At first, it felt like the direction of travel was already agreed.

The family were clear that the future of the business would sit with the rising generation, and that had been understood for some time, but there was a growing sense that the business needed something more experienced in the immediate term.

It wasn’t being framed as a change in plan, more a question of timing. The next generation would step in eventually, but not yet, and in the meantime the idea of bringing in an external CEO had started to take shape.

On the surface, it sounded straightforward enough.

But once you got into it, there was less clarity around how that would actually work, how long that arrangement might last, and what it meant in practice for those coming through.

What wasn’t obvious

What sat behind it wasn’t just a question of capability or readiness.

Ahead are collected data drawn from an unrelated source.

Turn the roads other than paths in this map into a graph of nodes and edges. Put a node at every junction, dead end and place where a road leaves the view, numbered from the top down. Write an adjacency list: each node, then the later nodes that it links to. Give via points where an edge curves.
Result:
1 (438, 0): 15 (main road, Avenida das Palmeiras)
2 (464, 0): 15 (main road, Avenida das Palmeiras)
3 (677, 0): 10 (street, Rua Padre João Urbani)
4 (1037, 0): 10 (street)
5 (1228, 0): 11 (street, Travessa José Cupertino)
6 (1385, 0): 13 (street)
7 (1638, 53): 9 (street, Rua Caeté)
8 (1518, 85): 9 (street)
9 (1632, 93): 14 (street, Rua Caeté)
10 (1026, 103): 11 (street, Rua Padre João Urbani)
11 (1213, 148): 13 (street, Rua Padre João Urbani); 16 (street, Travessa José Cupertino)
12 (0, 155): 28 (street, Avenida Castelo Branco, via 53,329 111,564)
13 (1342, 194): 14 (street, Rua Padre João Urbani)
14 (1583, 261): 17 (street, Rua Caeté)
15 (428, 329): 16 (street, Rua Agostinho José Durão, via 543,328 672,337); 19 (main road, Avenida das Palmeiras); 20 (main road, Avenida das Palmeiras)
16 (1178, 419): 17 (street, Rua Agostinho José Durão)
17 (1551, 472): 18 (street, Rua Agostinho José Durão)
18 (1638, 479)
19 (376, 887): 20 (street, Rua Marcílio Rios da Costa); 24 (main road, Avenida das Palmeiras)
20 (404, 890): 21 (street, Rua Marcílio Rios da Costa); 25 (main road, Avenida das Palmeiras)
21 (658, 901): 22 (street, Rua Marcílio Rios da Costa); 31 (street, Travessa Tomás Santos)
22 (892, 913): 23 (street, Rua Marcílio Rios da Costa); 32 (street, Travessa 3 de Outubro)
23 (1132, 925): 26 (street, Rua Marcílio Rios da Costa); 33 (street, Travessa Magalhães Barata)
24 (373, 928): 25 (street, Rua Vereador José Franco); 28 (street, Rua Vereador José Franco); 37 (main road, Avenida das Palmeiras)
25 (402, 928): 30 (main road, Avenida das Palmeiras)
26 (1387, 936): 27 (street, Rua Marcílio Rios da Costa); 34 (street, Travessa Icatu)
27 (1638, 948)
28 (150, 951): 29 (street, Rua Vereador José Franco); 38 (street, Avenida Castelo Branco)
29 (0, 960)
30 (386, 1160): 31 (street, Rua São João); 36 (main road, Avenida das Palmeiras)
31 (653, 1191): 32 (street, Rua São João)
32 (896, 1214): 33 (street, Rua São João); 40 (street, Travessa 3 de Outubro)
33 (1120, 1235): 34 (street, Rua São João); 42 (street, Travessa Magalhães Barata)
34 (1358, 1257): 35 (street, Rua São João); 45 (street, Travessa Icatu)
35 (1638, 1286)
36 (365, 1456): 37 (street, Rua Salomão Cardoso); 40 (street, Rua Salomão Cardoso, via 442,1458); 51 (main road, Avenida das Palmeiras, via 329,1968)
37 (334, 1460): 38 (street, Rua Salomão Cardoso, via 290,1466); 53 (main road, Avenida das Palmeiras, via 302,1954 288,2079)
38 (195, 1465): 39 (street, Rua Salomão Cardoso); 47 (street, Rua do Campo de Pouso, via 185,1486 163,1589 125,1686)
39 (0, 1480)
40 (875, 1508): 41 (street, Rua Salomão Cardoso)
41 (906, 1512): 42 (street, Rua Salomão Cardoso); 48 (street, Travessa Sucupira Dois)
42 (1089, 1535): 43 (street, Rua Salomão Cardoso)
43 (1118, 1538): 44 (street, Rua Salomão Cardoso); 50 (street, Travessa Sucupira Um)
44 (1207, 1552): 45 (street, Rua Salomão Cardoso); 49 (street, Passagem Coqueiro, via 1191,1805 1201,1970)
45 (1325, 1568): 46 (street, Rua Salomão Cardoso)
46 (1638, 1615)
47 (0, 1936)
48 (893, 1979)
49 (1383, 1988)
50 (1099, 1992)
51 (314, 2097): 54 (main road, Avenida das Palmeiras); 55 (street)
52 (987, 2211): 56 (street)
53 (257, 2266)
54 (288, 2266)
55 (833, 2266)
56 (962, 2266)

It was more a question of how the business balanced what it needed now with what the family wanted for the future, and how those two things could sit alongside each other without creating tension.

There were different views within the family, some more confident than others about timing, and a degree of uncertainty around how the external CEO would relate to the rising generation once in place.

That tends to be where things become less clear, because the role can end up carrying multiple expectations, leading the business, developing the next generation, and holding a place for something that isn’t fully defined yet.

What we focused on

Rather than moving straight to defining the role or beginning a search, we spent time understanding how each part of that picture was being viewed, both in terms of what the business needed and what the family expected over time.

 

That meant speaking to individuals separately to understand their perspectives on readiness, timing, and the role the external CEO would need to play, as well as how the rising generation saw their own position.

From there, the focus moved to defining the role in a way that reflected that reality, not just in terms of leading the business, but in how it would sit alongside the longer-term plan.

Once that became clearer, the conversation moved away from a broad idea of a “bridge” and towards something more defined, where expectations were understood and could be worked with.

The outcome

The appointment worked because those expectations had been brought into the open.

There was a clearer understanding of what the CEO was there to do, how they would operate within the business, and how they would interact with the rising generation over time.

The impact wasn’t immediate, but it was steadier. The CEO was able to lead without uncertainty around their position, and the rising generation remained part of the picture without feeling displaced.

Over time, the business was able to move forward with a structure that reflected both its immediate needs and its longer-term direction.

The TWYD view

Situations like this are often described as a timing issue, but in practice it’s more about clarity of intent.

The idea of a “bridge” sounds simple, but it can carry very different meanings depending on how people see the future, and those differences don’t resolve themselves once someone is appointed.

In this case, progress came from making those expectations explicit, which allowed the role to be defined with more precision and avoided asking one person to interpret something that hadn’t been agreed.

That tends to be where these situations either work or don’t. Not in the quality of the individual, but in how clearly the role connects the present with what comes next.